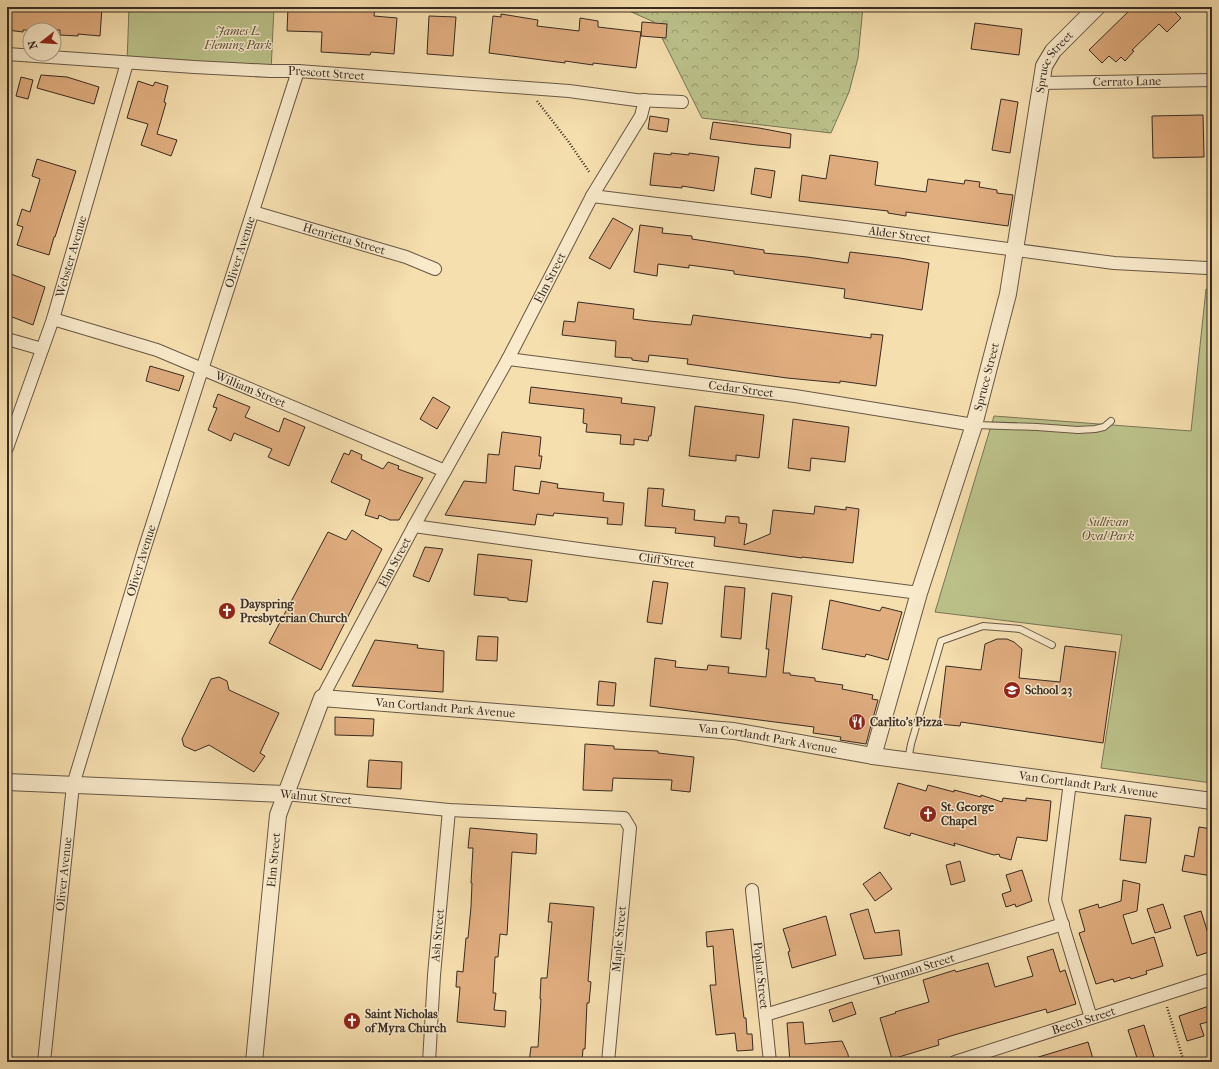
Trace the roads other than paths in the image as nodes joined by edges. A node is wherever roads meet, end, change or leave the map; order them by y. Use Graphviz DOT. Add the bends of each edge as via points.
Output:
graph roads {
  1 [pos="1097,7"];
  2 [pos="7,54"];
  3 [pos="127,63"];
  4 [pos="298,71"];
  5 [pos="1212,80"];
  6 [pos="1041,83"];
  7 [pos="645,100"];
  8 [pos="682,102"];
  9 [pos="592,196"];
  10 [pos="253,212"];
  11 [pos="1015,250"];
  12 [pos="1207,268"];
  13 [pos="435,269"];
  14 [pos="53,319"];
  15 [pos="7,339"];
  16 [pos="42,349"];
  17 [pos="508,359"];
  18 [pos="202,369"];
  19 [pos="1111,421"];
  20 [pos="974,425"];
  21 [pos="7,448"];
  22 [pos="445,471"];
  23 [pos="414,526"];
  24 [pos="919,593"];
  25 [pos="1052,645"];
  26 [pos="322,698"];
  27 [pos="873,756"];
  28 [pos="908,760"];
  29 [pos="7,782"];
  30 [pos="1070,782"];
  31 [pos="74,785"];
  32 [pos="285,794"];
  33 [pos="1212,801"];
  34 [pos="449,810"];
  35 [pos="624,818"];
  36 [pos="752,890"];
  37 [pos="1063,924"];
  38 [pos="1212,979"];
  39 [pos="765,1015"];
  40 [pos="1091,1018"];
  41 [pos="44,1062"];
  42 [pos="254,1062"];
  43 [pos="429,1062"];
  44 [pos="608,1062"];
  45 [pos="770,1062"];
  46 [pos="955,1062"];
  1 -- 6 [label="street, Spruce Street" via="1053,52 1044,66"];
  2 -- 3 [label="street, Prescott Street"];
  3 -- 4 [label="street, Prescott Street"];
  3 -- 14 [label="street, Webster Avenue"];
  4 -- 7 [label="street, Prescott Street" via="568,91"];
  4 -- 10 [label="street, Oliver Avenue"];
  5 -- 6 [label="street, Cerrato Lane"];
  6 -- 11 [label="street, Spruce Street"];
  7 -- 8 [label="street, Prescott Street"];
  7 -- 9 [label="street, Elm Street" via="641,116"];
  9 -- 11 [label="street, Alder Street"];
  9 -- 17 [label="street, Elm Street"];
  10 -- 13 [label="street, Henrietta Street" via="406,257"];
  10 -- 18 [label="street, Oliver Avenue"];
  11 -- 12 [label="street, Alder Street" via="1114,263"];
  11 -- 20 [label="street, Spruce Street" via="1008,294"];
  14 -- 16 [label="street, Webster Avenue"];
  14 -- 18 [label="street, William Street" via="157,350"];
  15 -- 16 [label="street"];
  16 -- 21 [label="street, Webster Avenue"];
  17 -- 20 [label="street, Cedar Street" via="795,396"];
  17 -- 22 [label="street, Elm Street"];
  18 -- 22 [label="street, William Street"];
  18 -- 31 [label="street, Oliver Avenue" via="144,550"];
  19 -- 20 [label="lane" via="1104,427 1078,430"];
  20 -- 24 [label="street, Spruce Street"];
  22 -- 23 [label="street, Elm Street"];
  23 -- 24 [label="street, Cliff Street"];
  23 -- 26 [label="street, Elm Street"];
  24 -- 27 [label="street, Spruce Street"];
  25 -- 28 [label="lane" via="1020,629 983,626 941,641"];
  26 -- 27 [label="street, Van Cortlandt Park Avenue" via="734,731"];
  26 -- 32 [label="street, Elm Street"];
  27 -- 28 [label="street, Van Cortlandt Park Avenue"];
  28 -- 30 [label="street, Van Cortlandt Park Avenue"];
  29 -- 31 [label="street, Walnut Street"];
  30 -- 33 [label="street, Van Cortlandt Park Avenue"];
  30 -- 37 [label="street" via="1055,894"];
  31 -- 32 [label="street, Walnut Street"];
  31 -- 41 [label="street, Oliver Avenue"];
  32 -- 34 [label="street, Walnut Street"];
  32 -- 42 [label="street, Elm Street" via="278,815"];
  34 -- 35 [label="street, Walnut Street"];
  34 -- 43 [label="street, Ash Street"];
  35 -- 44 [label="street, Maple Street" via="630,828"];
  36 -- 39 [label="street, Poplar Street"];
  37 -- 39 [label="street, Thurman Street"];
  37 -- 40 [label="street"];
  38 -- 40 [label="street, Beech Street"];
  39 -- 45 [label="street, Poplar Street"];
  40 -- 46 [label="street, Beech Street"];
}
----------
• WHAT IS BEING ASKED
Starting with the first entry and ending with the last, reproduce the listing exactly, without its pictures.

• RESPONSE TO THIS TASK
Trace the roads other than paths in the image as nodes joined by edges. A node is wherever roads meet, end, change or leave the map; order them by y. Use Graphviz DOT. Add the bends of each edge as via points.
Output:
graph roads {
  1 [pos="1097,7"];
  2 [pos="7,54"];
  3 [pos="127,63"];
  4 [pos="298,71"];
  5 [pos="1212,80"];
  6 [pos="1041,83"];
  7 [pos="645,100"];
  8 [pos="682,102"];
  9 [pos="592,196"];
  10 [pos="253,212"];
  11 [pos="1015,250"];
  12 [pos="1207,268"];
  13 [pos="435,269"];
  14 [pos="53,319"];
  15 [pos="7,339"];
  16 [pos="42,349"];
  17 [pos="508,359"];
  18 [pos="202,369"];
  19 [pos="1111,421"];
  20 [pos="974,425"];
  21 [pos="7,448"];
  22 [pos="445,471"];
  23 [pos="414,526"];
  24 [pos="919,593"];
  25 [pos="1052,645"];
  26 [pos="322,698"];
  27 [pos="873,756"];
  28 [pos="908,760"];
  29 [pos="7,782"];
  30 [pos="1070,782"];
  31 [pos="74,785"];
  32 [pos="285,794"];
  33 [pos="1212,801"];
  34 [pos="449,810"];
  35 [pos="624,818"];
  36 [pos="752,890"];
  37 [pos="1063,924"];
  38 [pos="1212,979"];
  39 [pos="765,1015"];
  40 [pos="1091,1018"];
  41 [pos="44,1062"];
  42 [pos="254,1062"];
  43 [pos="429,1062"];
  44 [pos="608,1062"];
  45 [pos="770,1062"];
  46 [pos="955,1062"];
  1 -- 6 [label="street, Spruce Street" via="1053,52 1044,66"];
  2 -- 3 [label="street, Prescott Street"];
  3 -- 4 [label="street, Prescott Street"];
  3 -- 14 [label="street, Webster Avenue"];
  4 -- 7 [label="street, Prescott Street" via="568,91"];
  4 -- 10 [label="street, Oliver Avenue"];
  5 -- 6 [label="street, Cerrato Lane"];
  6 -- 11 [label="street, Spruce Street"];
  7 -- 8 [label="street, Prescott Street"];
  7 -- 9 [label="street, Elm Street" via="641,116"];
  9 -- 11 [label="street, Alder Street"];
  9 -- 17 [label="street, Elm Street"];
  10 -- 13 [label="street, Henrietta Street" via="406,257"];
  10 -- 18 [label="street, Oliver Avenue"];
  11 -- 12 [label="street, Alder Street" via="1114,263"];
  11 -- 20 [label="street, Spruce Street" via="1008,294"];
  14 -- 16 [label="street, Webster Avenue"];
  14 -- 18 [label="street, William Street" via="157,350"];
  15 -- 16 [label="street"];
  16 -- 21 [label="street, Webster Avenue"];
  17 -- 20 [label="street, Cedar Street" via="795,396"];
  17 -- 22 [label="street, Elm Street"];
  18 -- 22 [label="street, William Street"];
  18 -- 31 [label="street, Oliver Avenue" via="144,550"];
  19 -- 20 [label="lane" via="1104,427 1078,430"];
  20 -- 24 [label="street, Spruce Street"];
  22 -- 23 [label="street, Elm Street"];
  23 -- 24 [label="street, Cliff Street"];
  23 -- 26 [label="street, Elm Street"];
  24 -- 27 [label="street, Spruce Street"];
  25 -- 28 [label="lane" via="1020,629 983,626 941,641"];
  26 -- 27 [label="street, Van Cortlandt Park Avenue" via="734,731"];
  26 -- 32 [label="street, Elm Street"];
  27 -- 28 [label="street, Van Cortlandt Park Avenue"];
  28 -- 30 [label="street, Van Cortlandt Park Avenue"];
  29 -- 31 [label="street, Walnut Street"];
  30 -- 33 [label="street, Van Cortlandt Park Avenue"];
  30 -- 37 [label="street" via="1055,894"];
  31 -- 32 [label="street, Walnut Street"];
  31 -- 41 [label="street, Oliver Avenue"];
  32 -- 34 [label="street, Walnut Street"];
  32 -- 42 [label="street, Elm Street" via="278,815"];
  34 -- 35 [label="street, Walnut Street"];
  34 -- 43 [label="street, Ash Street"];
  35 -- 44 [label="street, Maple Street" via="630,828"];
  36 -- 39 [label="street, Poplar Street"];
  37 -- 39 [label="street, Thurman Street"];
  37 -- 40 [label="street"];
  38 -- 40 [label="street, Beech Street"];
  39 -- 45 [label="street, Poplar Street"];
  40 -- 46 [label="street, Beech Street"];
}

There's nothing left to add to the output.